A side of me wants to just yell at her and say "WAKE THE HELL UP! Do you realize how good you could have it by just stopping all this stupid shit you continue to do???? STOP playing victim, oh poor you, you've had it SO rough. If you think rules don't apply to you, just go and make your own way in the world since you know everything. You can't live here and disrupt our lives any more. As it is we will never be out of debt. The boys know how much has been wasted on you -- yes WASTED. And they are not happy about it. They don't understand why you continue to make the stupid decisions you do and not just cut the crap and come home."

Then the other side just is frustrated. I see the stress on Mike and the boys. The money that we will never have, the easy retirement we will never have. I want to cry knowing there is nothing we seem to do or say that is making a difference with her. Other "program parents" say to just hang in there, and many have been in the same spot we're in -- maybe not for this length of time, but they've felt the same frustration.

The Cross Creek school is SO good, in my opinion. They are also frustrated and have done so much to try to make this work. I feel sorry for them to have to deal with her day after day and not being able to make her see the light.

The letters we get just seem to be rambling, and repeating. I think she is comfortable there and won't do anything until it is time for her to leave...when she turns 18 in 10 months. We don't think we'll be able to continue with student loans for that long, however. So what then? I truly don't want her back here disrupting our lives like she did. And I truly think that is what she will do. She has learned just enough to get her by, to manipulate those enough to get attention but in no way does she want to take responsibility.

Wow, just re-read the above. I guess I didn't realize I was this angry again. But as Mike has always told me. Be honest, even when it sucks.
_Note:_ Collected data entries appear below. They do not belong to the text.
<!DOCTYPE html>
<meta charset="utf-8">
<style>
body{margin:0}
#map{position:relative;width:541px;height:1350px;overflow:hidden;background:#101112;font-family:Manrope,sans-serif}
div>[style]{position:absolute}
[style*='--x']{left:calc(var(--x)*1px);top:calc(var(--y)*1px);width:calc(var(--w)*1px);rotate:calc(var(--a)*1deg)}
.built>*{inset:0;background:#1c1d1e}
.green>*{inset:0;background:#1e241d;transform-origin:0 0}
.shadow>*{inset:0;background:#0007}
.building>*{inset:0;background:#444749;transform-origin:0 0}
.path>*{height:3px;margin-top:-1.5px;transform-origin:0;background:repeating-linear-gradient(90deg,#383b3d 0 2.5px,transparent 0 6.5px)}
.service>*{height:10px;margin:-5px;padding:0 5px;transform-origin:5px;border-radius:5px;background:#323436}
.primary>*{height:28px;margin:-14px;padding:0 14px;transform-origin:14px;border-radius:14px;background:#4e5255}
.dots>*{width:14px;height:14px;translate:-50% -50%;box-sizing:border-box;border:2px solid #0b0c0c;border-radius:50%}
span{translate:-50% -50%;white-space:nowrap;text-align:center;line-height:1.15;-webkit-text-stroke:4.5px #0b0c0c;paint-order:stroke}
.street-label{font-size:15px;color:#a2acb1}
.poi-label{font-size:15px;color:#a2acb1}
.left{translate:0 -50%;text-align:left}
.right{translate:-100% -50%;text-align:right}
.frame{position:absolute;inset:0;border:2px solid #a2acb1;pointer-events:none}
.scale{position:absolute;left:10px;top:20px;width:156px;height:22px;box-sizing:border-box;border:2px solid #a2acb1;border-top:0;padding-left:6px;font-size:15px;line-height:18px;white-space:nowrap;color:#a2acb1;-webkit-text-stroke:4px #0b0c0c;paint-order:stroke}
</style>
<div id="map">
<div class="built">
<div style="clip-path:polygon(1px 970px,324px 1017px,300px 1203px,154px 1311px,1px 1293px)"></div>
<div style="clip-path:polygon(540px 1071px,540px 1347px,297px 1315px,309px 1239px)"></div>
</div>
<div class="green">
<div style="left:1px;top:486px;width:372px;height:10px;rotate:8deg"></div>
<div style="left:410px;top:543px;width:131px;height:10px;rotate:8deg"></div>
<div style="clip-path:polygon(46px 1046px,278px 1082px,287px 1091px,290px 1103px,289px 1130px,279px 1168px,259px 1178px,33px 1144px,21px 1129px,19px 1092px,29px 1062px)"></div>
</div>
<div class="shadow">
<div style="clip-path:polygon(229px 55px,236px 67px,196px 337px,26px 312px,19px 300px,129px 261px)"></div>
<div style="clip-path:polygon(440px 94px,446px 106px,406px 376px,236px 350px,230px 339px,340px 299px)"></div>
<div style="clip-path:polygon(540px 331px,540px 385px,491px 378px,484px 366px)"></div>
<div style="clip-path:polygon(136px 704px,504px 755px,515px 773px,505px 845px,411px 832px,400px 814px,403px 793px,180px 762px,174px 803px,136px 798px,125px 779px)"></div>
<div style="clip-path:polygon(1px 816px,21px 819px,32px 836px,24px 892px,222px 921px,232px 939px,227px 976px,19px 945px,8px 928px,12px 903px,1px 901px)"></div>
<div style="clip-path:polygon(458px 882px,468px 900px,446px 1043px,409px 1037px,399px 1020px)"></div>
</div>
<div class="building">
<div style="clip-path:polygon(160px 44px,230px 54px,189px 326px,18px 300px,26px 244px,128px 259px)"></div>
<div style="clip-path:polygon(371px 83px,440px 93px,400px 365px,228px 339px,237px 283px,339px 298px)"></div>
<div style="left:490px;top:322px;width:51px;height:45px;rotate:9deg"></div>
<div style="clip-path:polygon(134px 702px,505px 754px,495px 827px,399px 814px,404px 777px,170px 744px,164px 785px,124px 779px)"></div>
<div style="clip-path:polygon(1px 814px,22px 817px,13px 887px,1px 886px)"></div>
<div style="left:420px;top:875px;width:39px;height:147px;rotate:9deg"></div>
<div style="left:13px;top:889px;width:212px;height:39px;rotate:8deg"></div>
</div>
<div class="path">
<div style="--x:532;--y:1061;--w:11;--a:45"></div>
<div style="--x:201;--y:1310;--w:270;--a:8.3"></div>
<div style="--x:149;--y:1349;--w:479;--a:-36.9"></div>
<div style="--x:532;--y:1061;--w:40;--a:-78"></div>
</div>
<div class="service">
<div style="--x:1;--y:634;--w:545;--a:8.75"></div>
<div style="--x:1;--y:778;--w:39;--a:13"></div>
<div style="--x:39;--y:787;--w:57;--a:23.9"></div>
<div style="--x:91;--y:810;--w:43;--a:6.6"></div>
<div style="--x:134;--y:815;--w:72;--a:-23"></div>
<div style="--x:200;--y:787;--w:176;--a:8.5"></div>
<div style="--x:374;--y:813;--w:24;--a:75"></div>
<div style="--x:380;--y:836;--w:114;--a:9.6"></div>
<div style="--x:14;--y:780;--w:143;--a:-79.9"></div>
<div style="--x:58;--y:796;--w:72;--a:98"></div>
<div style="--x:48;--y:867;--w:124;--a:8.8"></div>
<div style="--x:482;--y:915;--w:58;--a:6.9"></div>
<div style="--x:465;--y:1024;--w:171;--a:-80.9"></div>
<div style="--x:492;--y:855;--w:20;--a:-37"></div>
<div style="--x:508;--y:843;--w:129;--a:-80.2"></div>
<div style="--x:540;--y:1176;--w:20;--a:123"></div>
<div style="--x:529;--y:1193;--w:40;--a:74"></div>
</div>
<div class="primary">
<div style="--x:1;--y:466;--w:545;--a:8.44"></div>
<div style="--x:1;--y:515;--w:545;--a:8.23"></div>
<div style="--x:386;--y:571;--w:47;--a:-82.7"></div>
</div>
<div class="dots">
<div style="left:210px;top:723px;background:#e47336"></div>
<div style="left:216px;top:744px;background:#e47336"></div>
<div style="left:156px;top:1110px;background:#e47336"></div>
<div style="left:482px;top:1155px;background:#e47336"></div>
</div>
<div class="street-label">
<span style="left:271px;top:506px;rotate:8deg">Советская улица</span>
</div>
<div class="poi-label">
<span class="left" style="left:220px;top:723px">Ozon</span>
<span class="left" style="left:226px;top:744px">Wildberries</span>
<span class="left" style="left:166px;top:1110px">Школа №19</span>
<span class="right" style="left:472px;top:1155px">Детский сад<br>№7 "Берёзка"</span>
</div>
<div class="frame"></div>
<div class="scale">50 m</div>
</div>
I love him with all my heart and feel so lucky to have him in my life. I don't know how I can handle having her back home if she doesn't change her ways. And maybe I'm not giving her enough credit as Mike says, but my trust in her was trashed a long time ago and I know myself well enough that it takes a LONG time to build that back up , IF it ever happens. All I see is her manipulation and I'm not willing to play that game any longer.